* What to produce *
Look through the material and tally each line bearing the word "Bacupari". Give only the total.

************

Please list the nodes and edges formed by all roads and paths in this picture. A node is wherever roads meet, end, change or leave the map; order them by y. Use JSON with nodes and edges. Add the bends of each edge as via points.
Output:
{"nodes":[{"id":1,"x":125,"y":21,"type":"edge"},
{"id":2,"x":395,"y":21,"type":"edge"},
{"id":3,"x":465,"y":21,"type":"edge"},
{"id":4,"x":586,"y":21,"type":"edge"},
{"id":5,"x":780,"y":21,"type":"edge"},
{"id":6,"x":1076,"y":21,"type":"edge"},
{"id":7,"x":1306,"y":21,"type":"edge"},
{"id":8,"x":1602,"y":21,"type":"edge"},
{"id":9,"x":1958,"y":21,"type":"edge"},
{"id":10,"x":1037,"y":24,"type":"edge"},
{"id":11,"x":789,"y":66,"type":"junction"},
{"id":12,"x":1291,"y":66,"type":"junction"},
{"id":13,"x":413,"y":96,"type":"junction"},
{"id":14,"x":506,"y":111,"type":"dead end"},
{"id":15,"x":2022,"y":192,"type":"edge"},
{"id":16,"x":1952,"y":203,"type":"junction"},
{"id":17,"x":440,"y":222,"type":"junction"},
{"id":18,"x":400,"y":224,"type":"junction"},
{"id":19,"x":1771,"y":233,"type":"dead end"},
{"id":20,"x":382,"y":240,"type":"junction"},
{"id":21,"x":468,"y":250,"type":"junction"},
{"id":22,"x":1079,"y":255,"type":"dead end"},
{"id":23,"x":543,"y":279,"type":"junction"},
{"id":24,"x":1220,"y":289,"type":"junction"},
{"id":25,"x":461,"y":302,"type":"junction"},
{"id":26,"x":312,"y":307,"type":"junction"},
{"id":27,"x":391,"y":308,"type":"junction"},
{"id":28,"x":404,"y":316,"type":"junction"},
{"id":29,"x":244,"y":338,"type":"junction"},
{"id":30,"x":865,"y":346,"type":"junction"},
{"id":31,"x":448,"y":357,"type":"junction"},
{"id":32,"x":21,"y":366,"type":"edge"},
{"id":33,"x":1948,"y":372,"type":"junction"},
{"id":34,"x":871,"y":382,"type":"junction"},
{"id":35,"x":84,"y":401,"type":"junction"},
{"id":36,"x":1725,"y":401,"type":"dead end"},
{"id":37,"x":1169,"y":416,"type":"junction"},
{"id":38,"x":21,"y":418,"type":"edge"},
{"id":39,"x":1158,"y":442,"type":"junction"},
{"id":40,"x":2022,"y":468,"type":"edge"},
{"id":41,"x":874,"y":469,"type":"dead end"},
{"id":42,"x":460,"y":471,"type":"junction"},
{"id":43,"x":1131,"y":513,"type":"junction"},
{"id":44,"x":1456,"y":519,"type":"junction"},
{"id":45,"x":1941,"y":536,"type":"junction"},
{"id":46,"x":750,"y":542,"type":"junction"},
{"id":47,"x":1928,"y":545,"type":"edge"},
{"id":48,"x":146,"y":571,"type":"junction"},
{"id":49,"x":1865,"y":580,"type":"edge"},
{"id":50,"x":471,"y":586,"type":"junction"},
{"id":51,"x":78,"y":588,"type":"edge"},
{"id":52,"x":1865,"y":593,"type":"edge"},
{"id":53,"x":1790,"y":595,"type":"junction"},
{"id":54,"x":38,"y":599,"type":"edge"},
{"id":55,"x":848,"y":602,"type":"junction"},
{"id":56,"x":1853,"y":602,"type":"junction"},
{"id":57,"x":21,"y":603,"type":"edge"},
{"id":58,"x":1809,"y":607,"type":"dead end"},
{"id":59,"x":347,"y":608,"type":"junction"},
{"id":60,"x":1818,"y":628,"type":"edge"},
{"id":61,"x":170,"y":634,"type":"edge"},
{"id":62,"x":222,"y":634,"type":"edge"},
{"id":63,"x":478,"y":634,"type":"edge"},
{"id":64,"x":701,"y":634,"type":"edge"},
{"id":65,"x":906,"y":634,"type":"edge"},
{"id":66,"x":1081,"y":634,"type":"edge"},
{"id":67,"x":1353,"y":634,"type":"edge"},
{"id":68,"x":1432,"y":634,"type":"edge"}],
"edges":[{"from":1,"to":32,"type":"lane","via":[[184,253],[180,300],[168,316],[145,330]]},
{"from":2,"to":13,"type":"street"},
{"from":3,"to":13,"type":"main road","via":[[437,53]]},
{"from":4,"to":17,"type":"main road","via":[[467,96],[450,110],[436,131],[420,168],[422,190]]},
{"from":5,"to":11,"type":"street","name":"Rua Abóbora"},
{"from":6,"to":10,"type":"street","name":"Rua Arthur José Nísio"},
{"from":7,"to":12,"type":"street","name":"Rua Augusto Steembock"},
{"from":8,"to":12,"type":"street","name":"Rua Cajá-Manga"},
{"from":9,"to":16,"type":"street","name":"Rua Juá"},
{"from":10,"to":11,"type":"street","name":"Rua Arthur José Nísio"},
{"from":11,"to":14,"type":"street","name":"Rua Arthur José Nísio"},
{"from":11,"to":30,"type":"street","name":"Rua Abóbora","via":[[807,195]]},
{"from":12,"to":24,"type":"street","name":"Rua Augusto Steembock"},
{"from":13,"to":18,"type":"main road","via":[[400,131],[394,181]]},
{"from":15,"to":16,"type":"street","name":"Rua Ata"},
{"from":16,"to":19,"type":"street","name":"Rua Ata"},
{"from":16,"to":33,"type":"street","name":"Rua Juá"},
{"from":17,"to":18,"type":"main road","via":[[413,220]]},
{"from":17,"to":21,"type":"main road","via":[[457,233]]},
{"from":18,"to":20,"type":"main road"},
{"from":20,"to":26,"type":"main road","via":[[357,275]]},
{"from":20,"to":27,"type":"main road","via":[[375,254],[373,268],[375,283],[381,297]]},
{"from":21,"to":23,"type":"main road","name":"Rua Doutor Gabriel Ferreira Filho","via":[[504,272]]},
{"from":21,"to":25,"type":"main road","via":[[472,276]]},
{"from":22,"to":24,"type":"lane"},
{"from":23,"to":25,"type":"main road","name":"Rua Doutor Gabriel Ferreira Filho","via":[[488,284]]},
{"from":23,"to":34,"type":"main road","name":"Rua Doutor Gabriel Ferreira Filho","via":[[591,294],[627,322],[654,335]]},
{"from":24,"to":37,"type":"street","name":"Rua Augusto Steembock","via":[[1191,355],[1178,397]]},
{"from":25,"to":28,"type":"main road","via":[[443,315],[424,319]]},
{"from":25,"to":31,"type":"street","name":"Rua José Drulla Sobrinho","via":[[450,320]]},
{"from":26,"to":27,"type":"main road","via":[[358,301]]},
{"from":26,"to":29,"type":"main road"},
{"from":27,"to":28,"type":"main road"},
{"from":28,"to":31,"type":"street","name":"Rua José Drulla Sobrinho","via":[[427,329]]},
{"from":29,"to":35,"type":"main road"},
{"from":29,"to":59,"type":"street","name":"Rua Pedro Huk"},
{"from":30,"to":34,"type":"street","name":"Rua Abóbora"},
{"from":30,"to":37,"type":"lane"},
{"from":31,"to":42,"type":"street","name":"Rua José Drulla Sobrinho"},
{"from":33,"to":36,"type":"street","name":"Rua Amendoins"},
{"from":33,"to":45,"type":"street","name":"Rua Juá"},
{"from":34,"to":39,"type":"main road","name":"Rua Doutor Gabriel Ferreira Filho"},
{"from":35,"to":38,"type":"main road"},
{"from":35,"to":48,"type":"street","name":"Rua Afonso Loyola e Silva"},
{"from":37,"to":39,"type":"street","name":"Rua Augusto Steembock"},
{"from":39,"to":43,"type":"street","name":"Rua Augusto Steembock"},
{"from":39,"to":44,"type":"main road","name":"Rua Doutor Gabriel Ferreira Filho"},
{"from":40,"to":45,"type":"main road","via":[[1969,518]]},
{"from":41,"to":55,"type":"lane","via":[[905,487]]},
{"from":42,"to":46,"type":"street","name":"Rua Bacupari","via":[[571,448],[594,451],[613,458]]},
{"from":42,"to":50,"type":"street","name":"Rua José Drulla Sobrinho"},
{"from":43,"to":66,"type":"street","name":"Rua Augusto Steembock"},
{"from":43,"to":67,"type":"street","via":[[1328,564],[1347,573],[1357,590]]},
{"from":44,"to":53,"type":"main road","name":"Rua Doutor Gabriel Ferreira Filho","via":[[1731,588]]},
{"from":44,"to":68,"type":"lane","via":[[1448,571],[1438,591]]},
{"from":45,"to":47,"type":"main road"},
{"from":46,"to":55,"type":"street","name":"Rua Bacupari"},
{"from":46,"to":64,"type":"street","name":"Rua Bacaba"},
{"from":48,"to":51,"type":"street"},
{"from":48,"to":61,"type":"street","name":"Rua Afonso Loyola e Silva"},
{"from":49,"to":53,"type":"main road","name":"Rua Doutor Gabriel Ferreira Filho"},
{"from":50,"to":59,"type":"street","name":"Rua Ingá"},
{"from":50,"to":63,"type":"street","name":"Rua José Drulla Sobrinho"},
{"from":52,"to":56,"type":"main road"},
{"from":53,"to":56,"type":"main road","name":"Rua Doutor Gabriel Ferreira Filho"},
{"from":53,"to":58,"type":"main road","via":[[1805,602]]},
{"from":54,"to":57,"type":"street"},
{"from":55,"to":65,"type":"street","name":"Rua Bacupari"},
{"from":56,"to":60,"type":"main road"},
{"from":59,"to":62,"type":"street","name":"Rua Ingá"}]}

************

* Reply to the exercise *
3